There will be no direct benefit to you from participating in this registry. The process of improving health care systems by providing hospitals with their quality of care data, takes a long time. This work is expected to benefit people diagnosed with these cancers in the future.
What are the possible risks of taking part?
This registry does not involve any changes to the medical care you receive. You will continue to receive the standard medical care; we simply record what happens to you.
There is a risk that you may become upset or distressed when contacted by registry staff, or when completing one of the questionnaires. Remember, you can choose not to complete the questionnaires or withdraw from the registry at any time. If you are distressed, the following resources may be helpful:
- Beyond Blue on 1300 224 636
- Pancare Specialist Support Team on 1300 881 698
- Cancer Council support line on 13 11 20
What does participation in this registry involve?

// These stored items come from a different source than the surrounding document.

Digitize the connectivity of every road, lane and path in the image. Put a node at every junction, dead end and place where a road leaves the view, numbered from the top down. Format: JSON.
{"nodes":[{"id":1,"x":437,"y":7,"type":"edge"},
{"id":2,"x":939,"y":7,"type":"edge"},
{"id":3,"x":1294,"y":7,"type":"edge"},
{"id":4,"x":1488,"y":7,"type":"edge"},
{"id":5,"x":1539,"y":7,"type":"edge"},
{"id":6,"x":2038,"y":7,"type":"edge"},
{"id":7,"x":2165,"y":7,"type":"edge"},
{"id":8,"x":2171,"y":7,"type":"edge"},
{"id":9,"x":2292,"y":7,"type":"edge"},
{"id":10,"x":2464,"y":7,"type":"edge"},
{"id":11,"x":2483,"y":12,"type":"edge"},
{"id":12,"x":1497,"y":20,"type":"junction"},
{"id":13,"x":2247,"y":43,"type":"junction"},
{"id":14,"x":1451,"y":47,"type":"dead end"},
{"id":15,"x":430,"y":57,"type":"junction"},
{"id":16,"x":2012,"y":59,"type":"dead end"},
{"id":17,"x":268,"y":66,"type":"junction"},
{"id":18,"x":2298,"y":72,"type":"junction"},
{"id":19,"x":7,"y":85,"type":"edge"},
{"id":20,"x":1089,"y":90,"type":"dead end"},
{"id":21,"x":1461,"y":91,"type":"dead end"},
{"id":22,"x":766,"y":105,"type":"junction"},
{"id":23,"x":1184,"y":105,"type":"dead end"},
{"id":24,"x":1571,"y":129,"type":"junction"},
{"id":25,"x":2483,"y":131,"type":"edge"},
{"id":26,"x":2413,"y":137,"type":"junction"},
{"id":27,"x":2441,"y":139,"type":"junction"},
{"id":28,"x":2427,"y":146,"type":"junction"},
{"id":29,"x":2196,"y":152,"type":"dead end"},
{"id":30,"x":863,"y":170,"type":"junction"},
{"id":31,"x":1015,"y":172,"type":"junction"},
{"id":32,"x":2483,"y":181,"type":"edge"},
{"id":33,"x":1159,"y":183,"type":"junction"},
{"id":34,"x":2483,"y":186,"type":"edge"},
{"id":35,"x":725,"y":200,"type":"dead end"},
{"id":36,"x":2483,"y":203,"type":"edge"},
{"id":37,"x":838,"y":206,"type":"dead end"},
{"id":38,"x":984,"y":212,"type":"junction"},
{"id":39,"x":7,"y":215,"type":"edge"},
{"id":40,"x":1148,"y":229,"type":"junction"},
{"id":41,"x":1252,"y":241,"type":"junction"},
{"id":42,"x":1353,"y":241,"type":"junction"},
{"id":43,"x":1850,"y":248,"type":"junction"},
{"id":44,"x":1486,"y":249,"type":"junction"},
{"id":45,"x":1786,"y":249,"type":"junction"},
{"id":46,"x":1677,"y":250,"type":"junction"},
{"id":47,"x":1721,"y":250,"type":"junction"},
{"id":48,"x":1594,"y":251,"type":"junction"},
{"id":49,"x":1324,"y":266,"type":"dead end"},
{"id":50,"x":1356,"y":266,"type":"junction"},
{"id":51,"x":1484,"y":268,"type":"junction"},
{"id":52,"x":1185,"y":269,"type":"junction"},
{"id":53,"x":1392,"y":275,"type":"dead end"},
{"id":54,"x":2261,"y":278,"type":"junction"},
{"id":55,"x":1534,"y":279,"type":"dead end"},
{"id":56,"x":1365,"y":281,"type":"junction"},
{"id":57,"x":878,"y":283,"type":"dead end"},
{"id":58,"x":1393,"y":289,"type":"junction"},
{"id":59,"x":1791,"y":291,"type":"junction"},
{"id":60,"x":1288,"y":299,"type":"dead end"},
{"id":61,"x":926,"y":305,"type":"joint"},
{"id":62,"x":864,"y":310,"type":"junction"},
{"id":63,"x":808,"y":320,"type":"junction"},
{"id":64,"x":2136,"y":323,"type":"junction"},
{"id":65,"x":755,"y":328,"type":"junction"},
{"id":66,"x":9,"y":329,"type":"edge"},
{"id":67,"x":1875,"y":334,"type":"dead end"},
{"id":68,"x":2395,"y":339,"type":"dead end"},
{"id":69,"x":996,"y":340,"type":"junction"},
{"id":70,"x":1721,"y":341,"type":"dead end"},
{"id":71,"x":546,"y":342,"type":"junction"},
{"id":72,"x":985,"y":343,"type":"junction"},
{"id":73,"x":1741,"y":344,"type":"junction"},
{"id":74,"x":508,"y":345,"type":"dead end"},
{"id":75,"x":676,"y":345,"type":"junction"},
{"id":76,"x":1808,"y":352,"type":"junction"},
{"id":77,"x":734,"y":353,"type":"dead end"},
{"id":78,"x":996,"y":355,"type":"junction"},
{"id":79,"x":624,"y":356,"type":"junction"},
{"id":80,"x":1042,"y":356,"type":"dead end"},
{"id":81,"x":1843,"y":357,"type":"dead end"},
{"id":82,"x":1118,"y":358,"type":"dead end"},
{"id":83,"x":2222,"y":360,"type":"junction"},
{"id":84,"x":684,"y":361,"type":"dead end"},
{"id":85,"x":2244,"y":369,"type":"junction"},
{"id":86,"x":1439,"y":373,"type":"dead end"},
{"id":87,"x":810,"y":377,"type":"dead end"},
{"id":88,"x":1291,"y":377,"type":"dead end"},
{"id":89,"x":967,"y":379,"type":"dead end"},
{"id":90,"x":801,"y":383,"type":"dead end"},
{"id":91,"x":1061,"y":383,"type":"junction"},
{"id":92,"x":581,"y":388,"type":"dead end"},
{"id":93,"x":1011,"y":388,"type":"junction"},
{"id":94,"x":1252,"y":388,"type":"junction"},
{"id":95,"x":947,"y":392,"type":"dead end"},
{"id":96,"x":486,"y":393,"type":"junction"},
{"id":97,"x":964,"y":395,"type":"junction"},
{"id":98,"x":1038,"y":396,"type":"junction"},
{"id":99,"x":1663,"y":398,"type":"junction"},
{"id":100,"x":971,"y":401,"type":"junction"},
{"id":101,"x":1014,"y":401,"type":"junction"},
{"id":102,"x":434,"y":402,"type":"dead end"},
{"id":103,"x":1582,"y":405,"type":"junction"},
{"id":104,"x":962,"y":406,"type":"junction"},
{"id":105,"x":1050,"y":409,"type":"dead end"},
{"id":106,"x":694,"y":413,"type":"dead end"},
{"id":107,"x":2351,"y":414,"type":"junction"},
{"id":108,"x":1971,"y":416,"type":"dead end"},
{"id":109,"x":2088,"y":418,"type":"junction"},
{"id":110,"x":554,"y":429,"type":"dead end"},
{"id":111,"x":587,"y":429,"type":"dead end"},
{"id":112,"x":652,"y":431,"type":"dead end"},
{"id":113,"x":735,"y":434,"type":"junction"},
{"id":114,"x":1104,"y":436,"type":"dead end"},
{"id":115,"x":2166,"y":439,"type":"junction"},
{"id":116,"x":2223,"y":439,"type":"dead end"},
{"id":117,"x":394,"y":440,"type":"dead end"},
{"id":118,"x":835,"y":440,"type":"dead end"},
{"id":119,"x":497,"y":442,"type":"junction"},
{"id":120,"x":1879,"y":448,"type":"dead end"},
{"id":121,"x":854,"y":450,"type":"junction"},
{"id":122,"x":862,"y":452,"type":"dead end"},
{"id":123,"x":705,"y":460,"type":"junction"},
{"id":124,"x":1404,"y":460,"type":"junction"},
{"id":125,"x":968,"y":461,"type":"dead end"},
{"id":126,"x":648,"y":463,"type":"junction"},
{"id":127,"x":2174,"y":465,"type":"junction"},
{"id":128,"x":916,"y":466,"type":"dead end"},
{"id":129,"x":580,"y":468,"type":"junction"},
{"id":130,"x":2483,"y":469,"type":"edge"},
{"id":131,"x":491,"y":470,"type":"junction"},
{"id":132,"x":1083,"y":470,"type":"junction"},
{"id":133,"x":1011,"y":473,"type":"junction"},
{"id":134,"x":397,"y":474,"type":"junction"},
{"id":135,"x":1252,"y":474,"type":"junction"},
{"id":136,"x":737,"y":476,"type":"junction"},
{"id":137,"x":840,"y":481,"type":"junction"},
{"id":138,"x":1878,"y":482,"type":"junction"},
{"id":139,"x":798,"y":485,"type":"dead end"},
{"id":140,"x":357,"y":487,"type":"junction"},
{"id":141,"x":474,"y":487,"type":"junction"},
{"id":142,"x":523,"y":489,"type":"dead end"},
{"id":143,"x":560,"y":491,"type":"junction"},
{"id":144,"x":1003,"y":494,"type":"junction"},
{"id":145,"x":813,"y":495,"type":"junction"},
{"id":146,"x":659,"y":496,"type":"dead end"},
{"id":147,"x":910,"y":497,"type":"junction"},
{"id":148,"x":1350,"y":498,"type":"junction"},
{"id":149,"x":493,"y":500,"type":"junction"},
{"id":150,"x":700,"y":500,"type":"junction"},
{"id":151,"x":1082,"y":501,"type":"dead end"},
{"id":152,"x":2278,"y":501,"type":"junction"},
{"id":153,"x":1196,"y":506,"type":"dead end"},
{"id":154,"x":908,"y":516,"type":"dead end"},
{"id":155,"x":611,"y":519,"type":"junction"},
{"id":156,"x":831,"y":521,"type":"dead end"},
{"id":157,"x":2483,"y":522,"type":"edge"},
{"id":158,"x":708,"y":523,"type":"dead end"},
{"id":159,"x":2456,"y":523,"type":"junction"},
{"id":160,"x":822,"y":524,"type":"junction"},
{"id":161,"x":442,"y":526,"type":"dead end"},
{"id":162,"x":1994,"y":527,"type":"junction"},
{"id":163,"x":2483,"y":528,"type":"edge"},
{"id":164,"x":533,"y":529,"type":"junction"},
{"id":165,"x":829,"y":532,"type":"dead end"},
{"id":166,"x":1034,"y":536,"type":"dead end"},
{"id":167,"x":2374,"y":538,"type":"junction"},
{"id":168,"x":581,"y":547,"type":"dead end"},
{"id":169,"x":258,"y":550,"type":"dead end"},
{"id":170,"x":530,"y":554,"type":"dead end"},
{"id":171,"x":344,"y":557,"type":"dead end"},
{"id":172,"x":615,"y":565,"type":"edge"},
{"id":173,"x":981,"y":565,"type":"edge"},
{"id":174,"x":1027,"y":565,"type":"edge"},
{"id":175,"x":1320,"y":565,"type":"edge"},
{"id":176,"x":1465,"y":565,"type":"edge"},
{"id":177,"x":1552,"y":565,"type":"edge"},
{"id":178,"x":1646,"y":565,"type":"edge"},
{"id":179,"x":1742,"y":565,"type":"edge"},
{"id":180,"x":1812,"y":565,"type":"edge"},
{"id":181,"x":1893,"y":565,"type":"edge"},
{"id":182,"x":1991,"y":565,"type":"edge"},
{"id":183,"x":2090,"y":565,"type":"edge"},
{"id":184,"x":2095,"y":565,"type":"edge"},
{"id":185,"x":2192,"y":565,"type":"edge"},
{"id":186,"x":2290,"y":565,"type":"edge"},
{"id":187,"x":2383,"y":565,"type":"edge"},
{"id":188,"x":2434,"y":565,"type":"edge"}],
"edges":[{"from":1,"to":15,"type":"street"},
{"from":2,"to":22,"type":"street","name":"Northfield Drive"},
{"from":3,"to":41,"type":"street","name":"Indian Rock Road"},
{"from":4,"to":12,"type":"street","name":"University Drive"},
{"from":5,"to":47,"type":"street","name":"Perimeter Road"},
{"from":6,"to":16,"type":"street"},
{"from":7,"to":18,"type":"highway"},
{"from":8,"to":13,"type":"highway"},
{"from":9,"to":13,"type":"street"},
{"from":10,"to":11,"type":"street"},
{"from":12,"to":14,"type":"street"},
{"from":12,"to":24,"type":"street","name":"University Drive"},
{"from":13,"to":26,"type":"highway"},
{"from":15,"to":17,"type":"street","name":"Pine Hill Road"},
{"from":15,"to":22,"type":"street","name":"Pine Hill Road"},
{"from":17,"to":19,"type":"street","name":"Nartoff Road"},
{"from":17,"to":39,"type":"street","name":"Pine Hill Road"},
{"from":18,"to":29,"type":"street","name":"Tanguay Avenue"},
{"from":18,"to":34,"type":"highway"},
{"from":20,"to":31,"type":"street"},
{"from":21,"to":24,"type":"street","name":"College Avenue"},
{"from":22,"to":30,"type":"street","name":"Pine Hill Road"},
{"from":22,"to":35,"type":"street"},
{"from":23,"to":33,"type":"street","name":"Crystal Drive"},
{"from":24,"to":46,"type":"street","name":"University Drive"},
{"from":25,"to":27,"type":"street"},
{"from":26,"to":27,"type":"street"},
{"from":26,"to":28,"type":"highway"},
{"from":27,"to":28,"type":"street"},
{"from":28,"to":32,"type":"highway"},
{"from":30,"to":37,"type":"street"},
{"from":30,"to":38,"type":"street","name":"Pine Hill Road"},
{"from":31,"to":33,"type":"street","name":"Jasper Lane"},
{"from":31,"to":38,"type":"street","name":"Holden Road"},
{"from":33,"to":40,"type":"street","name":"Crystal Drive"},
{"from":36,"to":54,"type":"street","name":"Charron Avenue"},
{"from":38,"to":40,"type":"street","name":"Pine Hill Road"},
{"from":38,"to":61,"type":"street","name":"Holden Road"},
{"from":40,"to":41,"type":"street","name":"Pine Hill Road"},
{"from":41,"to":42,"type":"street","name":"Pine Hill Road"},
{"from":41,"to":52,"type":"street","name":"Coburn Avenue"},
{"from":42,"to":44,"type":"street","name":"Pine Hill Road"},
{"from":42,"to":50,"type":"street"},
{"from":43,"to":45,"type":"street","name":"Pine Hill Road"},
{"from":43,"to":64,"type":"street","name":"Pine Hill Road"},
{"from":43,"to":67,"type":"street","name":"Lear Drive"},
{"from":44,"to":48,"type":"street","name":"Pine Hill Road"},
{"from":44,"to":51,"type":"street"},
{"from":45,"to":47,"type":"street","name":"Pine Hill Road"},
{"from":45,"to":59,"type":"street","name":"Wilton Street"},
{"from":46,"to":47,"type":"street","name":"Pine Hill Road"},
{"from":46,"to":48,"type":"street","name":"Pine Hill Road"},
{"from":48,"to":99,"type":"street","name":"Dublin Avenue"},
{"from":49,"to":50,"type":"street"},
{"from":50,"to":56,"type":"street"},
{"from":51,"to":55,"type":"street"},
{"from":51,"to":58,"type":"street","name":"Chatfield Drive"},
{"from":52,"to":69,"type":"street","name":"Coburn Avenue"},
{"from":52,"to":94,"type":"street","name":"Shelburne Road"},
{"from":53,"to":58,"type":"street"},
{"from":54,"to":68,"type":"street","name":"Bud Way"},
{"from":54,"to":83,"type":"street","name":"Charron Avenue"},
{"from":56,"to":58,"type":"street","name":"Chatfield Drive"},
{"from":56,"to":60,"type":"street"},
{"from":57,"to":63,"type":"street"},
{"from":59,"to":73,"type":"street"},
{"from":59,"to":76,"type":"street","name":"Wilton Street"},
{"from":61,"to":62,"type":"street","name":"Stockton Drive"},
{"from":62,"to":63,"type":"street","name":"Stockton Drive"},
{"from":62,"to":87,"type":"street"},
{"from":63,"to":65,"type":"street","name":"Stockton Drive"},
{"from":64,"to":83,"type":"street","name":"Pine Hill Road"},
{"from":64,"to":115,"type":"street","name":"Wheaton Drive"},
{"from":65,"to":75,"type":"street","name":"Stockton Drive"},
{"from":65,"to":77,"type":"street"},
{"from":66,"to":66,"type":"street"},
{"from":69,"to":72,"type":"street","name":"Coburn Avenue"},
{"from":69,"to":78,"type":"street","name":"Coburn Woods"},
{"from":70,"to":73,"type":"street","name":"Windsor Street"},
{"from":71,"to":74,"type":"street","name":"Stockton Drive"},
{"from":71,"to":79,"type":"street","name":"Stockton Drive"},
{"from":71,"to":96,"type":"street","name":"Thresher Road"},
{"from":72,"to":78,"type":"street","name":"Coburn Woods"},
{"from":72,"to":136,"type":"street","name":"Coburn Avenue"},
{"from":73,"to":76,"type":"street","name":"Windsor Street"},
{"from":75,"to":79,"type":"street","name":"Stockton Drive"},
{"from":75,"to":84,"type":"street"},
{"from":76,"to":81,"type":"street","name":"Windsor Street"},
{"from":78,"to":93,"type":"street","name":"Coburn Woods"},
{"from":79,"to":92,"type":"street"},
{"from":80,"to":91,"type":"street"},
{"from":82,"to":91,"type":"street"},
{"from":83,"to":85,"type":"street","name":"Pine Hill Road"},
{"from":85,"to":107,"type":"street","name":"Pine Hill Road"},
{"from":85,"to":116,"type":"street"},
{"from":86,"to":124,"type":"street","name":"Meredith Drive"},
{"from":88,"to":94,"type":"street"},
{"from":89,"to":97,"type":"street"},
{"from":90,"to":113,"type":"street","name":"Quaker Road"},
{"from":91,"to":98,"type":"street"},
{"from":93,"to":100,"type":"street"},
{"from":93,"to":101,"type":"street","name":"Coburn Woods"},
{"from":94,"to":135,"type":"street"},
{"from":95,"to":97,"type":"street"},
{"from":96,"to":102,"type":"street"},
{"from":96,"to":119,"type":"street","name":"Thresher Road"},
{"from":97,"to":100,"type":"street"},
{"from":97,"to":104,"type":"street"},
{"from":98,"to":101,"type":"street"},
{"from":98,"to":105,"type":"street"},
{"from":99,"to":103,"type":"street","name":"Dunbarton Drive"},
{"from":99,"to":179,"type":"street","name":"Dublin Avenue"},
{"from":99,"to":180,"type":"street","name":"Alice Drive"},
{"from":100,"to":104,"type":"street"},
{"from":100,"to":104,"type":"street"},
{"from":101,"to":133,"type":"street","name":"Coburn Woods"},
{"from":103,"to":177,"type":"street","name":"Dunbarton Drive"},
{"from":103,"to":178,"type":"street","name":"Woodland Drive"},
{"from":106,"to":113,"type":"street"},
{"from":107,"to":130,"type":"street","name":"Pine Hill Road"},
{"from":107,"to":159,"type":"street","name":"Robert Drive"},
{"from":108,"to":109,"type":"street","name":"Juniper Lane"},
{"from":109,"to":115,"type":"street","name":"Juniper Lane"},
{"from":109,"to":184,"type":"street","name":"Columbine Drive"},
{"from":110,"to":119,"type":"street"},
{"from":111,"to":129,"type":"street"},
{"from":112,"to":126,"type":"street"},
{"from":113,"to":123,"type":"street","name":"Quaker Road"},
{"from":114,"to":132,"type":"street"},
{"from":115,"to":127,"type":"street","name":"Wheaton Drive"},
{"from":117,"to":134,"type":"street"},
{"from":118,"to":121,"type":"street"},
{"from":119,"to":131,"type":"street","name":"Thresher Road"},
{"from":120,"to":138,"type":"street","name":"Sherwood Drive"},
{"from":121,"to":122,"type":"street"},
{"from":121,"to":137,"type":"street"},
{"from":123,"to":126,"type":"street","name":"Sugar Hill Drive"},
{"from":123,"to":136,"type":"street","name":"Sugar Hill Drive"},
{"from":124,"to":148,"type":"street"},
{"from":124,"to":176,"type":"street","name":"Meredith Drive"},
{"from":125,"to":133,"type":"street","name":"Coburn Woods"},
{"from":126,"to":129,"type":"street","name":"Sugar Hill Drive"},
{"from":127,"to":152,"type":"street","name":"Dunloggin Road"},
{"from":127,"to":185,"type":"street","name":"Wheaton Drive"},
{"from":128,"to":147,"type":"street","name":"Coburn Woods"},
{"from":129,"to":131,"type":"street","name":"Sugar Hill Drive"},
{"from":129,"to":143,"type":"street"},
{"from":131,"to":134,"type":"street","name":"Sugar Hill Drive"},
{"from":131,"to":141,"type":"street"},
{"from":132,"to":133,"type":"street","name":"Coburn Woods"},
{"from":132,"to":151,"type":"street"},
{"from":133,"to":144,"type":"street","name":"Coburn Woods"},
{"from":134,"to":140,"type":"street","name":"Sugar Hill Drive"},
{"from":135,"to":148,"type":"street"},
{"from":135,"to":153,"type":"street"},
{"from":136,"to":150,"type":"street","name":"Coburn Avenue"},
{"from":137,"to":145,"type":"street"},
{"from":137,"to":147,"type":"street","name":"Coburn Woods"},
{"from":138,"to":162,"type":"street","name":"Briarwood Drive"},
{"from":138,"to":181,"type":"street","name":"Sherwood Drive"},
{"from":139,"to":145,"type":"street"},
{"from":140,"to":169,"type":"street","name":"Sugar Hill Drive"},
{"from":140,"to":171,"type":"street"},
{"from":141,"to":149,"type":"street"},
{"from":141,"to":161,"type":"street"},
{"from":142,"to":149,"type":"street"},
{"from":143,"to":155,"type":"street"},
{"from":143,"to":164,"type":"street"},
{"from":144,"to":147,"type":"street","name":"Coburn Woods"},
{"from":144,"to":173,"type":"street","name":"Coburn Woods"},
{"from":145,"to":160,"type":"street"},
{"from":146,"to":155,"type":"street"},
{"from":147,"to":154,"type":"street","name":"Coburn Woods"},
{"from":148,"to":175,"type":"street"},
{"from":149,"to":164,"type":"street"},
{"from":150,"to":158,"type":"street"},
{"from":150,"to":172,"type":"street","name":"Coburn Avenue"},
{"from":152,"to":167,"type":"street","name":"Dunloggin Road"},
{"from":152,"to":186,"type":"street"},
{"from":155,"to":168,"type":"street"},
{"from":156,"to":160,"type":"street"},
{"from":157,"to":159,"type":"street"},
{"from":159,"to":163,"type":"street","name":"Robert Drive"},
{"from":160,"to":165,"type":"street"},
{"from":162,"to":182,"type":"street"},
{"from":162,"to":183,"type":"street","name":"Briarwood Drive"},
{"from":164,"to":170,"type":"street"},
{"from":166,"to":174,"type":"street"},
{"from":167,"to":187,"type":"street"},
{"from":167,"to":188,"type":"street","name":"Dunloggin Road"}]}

1. Collection of information from medical records
Trained registry staff will collect information from your medical records. Only relevant personal and health information will be collected. This includes:
- Your name, date of birth, address, phone number(s), email address, hospital record number(s), Medicare number
- Contact details for your next-of-kin
- Test results related to your cancer
- Details of your cancer treatment
- Names of the hospital/s and doctors treating you
To make sure all the essential information has been collected, your medical records will be reviewed several times over the course of your care. This information will be recorded in a secure database. You do not need to do anything.
2. Questionnaires
You may be invited to participate in questionnaires about your symptoms and overall quality of care, over the course of your care. Questionnaires may be completed online, by post or telephone. Questionnaires usually take about half an hour to complete. Information from these questionnaires may be sent back to your hospital. You do not need to go back to the hospital to complete this.
You may still participate in this registry even if you do not wish to participate in these questionnaires. Please contact the registry on 1800 432 231 (Toll Free) or ugicr@monash.edu if you do not wish to be contacted about these questionnaires.
Are there any additional costs or reimbursements involved in participating
There are no costs associated with participating in this research project, nor will you be paid.
How can I participate?
The UGICR is currently only collecting data on selected cancers of the upper gastrointestinal tract (oesophageal, stomach, pancreatic, liver
or biliary system cancer), at participating health services. If you have been diagnosed or treated for your cancer in one of the participating hospitals within the project timeframe, and you are eligible to be in the registry, you will be sent an invitation by post.
At this stage, we can only enrol people in the registry who have received an invitation. However, the registry is currently expanding to include more Australian hospitals.
How will my data be stored?
All research data will be stored indefinitely at Monash University. Monash University is aligned with ISO 27001 security practices. Data collected will be stored on University managed secure and resilient infrastructure located in Australia that complies with all applicable data protection and privacy obligations.